Published in The House Magazine, on the 21st March 2022. John Whittingdale MP.
No-one who heard President Volodymyr Zelensky’s historic address to Parliament last week could fail to have been moved by his words.
His courage and strength which shone through was typical of the people of Ukraine who have lived with the threat from Russia ever since their country declared its independence in 1991.
I have visited Ukraine many times as the previous chair of the All-Party Parliamentary Group (APPG) on Ukraine and with the Organization for Security and Co-operation in Europe Parliamentary Assembly. In 2014 I saw the burnt-out buildings and barricades around Independence Square in Kyiv where 100 people died during the protests which led to the deposing of the corrupt regime of president Viktor Yanukovych. In 2017, I visited Avdiivka and Dnipro with the Ukrainian armed forces to see first-hand the war against Russian-backed separatists. A year later, the then-Conservative MP Michael Fallon and I went to Berdyansk and Mariupol, two ports being strangled by the Russian blockade of the Sea of Azov.

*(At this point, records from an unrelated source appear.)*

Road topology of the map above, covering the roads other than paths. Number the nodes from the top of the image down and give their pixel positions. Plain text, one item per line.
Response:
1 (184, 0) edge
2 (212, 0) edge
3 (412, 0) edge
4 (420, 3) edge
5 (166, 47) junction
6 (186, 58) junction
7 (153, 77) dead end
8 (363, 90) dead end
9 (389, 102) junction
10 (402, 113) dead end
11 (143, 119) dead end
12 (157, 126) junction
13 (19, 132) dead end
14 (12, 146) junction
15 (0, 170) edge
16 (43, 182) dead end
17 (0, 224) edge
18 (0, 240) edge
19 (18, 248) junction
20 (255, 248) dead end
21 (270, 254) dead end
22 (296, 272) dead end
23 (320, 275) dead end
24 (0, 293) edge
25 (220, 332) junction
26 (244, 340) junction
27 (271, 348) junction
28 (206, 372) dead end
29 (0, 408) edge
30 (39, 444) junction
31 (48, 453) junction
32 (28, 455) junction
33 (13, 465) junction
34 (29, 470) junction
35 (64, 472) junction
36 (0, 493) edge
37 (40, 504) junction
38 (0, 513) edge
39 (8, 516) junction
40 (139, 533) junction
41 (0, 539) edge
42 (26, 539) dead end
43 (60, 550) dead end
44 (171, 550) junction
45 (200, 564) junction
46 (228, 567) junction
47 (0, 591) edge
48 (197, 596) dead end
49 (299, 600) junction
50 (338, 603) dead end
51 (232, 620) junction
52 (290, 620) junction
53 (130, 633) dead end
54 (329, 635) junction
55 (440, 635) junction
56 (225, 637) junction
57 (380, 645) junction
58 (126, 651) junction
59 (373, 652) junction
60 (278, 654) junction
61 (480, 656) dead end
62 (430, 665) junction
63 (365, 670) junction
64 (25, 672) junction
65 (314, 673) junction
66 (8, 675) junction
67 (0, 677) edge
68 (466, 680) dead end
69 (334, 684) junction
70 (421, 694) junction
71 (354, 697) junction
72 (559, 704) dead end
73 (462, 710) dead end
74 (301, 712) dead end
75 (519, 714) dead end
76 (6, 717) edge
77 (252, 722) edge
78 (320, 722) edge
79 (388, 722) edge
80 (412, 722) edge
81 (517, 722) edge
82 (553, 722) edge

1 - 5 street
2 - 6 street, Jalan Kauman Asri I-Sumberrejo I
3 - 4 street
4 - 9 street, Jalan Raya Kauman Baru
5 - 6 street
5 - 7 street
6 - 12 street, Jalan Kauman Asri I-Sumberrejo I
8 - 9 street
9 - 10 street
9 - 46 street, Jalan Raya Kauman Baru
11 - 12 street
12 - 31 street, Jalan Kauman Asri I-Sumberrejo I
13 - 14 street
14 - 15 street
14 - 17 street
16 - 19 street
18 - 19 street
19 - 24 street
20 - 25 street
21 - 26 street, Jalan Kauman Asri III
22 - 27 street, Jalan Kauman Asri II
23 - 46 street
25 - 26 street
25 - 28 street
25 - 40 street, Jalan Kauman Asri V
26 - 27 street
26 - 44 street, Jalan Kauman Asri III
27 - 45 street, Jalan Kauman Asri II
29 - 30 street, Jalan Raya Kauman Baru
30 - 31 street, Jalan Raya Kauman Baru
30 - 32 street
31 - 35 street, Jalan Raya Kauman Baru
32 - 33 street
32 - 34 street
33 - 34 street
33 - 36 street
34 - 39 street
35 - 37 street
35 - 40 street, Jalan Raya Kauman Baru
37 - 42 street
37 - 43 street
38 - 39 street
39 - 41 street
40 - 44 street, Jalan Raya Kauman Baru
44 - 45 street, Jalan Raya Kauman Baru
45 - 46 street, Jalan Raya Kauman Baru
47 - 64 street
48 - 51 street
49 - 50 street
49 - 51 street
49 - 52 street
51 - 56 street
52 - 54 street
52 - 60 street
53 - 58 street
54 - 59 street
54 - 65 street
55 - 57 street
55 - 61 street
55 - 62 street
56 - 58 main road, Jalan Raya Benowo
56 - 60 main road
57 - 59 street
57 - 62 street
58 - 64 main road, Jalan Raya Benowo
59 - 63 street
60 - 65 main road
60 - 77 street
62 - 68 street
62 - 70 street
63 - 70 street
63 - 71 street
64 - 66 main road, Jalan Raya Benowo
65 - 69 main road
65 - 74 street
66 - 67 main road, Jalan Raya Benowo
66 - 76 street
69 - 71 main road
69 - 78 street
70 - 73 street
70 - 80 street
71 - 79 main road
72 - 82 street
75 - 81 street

Ukraine had many challenges even before the Russian invasion: endemic corruption, a faltering economy, and an ongoing conflict in the east. However, the determination of its people to embrace democracy and liberal values has been unflagging. In 2019 I was an observer for both rounds of the presidential election and then the parliamentary elections which led to the overwhelming victory of first President Zelensky and then his party.
We sometimes take the democratic process here for granted but for Ukrainians those elections provided an opportunity to make the fresh start which they had yearned for. The claim by Russia that the government of Ukraine is somehow illegitimate or fascist is ludicrous, as anyone who observed the queues at polling stations three years ago will testify.

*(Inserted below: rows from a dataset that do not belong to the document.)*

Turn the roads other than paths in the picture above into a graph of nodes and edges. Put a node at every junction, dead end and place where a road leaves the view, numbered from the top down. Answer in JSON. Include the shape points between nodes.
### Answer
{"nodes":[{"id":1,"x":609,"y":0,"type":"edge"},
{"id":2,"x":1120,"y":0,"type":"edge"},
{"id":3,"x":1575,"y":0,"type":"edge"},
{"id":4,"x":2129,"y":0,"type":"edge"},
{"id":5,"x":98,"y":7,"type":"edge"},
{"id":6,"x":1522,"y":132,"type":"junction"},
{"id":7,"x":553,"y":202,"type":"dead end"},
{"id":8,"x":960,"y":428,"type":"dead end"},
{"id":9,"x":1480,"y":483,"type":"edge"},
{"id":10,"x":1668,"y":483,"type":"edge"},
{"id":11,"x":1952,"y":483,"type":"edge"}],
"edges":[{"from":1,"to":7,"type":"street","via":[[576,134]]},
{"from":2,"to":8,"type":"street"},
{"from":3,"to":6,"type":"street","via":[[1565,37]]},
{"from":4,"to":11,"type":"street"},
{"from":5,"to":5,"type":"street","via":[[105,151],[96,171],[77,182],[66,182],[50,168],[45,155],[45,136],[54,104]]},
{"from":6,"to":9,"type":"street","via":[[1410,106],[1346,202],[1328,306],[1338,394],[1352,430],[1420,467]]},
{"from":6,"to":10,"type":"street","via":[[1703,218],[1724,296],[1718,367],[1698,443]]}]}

The pictures on our TVs and in our newspapers of burnt-out apartment blocks, hospitals in ruins and people fleeing for their lives could not even have been imagined just a few weeks ago. It is heart-breaking to see cities that I know reduced to rubble by Russian bombs and shells. The actions of the UK government in providing military assistance to the Ukrainian armed forces and humanitarian aid to its population have been hugely appreciated by every Ukrainian that I know. They will go on fighting to defend their country, but the exodus of families escaping from the conflict is likely to go on growing.
Like many MPs, I have been enormously heartened by the desire of the British people to do whatever they can to help. In my own constituency, collection points for charities supporting Ukraine have been overwhelmed with donations while a huge number of constituents have already expressed their willingness to accommodate refugees. In Parliament, there is an active APPG on Ukraine, which I previously chaired, and which is now chaired by Robert Jenrick.

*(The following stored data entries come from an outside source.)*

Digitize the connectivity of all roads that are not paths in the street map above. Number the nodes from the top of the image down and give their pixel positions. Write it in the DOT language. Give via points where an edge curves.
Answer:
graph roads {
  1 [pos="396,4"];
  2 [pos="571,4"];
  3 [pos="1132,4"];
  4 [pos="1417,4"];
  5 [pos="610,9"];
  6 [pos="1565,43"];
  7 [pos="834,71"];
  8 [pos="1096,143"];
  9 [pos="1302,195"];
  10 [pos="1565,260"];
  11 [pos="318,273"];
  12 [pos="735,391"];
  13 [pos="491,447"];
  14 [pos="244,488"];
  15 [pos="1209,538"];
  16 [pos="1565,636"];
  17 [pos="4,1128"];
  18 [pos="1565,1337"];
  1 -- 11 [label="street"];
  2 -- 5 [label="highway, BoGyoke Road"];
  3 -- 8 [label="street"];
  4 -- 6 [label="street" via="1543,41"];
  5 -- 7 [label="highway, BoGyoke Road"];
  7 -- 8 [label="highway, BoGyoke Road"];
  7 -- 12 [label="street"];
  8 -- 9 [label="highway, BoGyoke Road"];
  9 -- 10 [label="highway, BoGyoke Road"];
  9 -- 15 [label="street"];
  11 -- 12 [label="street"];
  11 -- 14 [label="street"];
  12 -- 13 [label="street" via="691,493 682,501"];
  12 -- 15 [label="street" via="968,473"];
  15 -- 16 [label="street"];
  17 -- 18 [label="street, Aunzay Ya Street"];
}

In Portcullis House, there has been a queue of Members to sign the book to send a message of support to the Ukrainian parliament, the Verkhovna Rada. However, many people outside of Parliament also want to show their support and to find out how best they can help. In my party, there are already thriving friendship groups such as Conservative Friends of Israel, of America and of India. Other parties have similar groups. Now therefore seemed the right time to set up the Conservative Friends of Ukraine. Already some 130 Conservative MPs have signed up – but our intention is to open the membership to any member of the Conservative family: parliamentarians, councillors, association officers and members.
John Whittingdale is the Conservative MP for Maldon, President of Conservative Friends of Ukraine and holder of the Order of Merit of Ukraine.